(TASK MATERIAL begins)

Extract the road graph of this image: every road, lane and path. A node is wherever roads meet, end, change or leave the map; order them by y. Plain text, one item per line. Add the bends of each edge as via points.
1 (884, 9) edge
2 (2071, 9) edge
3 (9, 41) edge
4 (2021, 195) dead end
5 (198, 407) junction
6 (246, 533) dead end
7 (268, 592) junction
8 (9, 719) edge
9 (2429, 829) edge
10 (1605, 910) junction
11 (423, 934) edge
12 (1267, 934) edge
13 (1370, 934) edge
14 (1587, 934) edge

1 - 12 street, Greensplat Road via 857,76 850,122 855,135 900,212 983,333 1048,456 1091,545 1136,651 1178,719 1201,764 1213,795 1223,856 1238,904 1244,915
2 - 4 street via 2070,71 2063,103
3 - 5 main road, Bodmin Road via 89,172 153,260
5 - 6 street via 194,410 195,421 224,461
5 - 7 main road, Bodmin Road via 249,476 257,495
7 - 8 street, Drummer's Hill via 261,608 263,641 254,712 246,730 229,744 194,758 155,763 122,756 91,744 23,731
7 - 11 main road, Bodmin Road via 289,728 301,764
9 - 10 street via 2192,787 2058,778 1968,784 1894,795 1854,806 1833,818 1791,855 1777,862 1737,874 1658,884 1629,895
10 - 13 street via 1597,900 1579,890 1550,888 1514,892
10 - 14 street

(TASK MATERIAL ends)

EXERCISE AIM: Repeat the material word for word, in full.

RESPONSE BELOW:
Extract the road graph of this image: every road, lane and path. A node is wherever roads meet, end, change or leave the map; order them by y. Plain text, one item per line. Add the bends of each edge as via points.
1 (884, 9) edge
2 (2071, 9) edge
3 (9, 41) edge
4 (2021, 195) dead end
5 (198, 407) junction
6 (246, 533) dead end
7 (268, 592) junction
8 (9, 719) edge
9 (2429, 829) edge
10 (1605, 910) junction
11 (423, 934) edge
12 (1267, 934) edge
13 (1370, 934) edge
14 (1587, 934) edge

1 - 12 street, Greensplat Road via 857,76 850,122 855,135 900,212 983,333 1048,456 1091,545 1136,651 1178,719 1201,764 1213,795 1223,856 1238,904 1244,915
2 - 4 street via 2070,71 2063,103
3 - 5 main road, Bodmin Road via 89,172 153,260
5 - 6 street via 194,410 195,421 224,461
5 - 7 main road, Bodmin Road via 249,476 257,495
7 - 8 street, Drummer's Hill via 261,608 263,641 254,712 246,730 229,744 194,758 155,763 122,756 91,744 23,731
7 - 11 main road, Bodmin Road via 289,728 301,764
9 - 10 street via 2192,787 2058,778 1968,784 1894,795 1854,806 1833,818 1791,855 1777,862 1737,874 1658,884 1629,895
10 - 13 street via 1597,900 1579,890 1550,888 1514,892
10 - 14 street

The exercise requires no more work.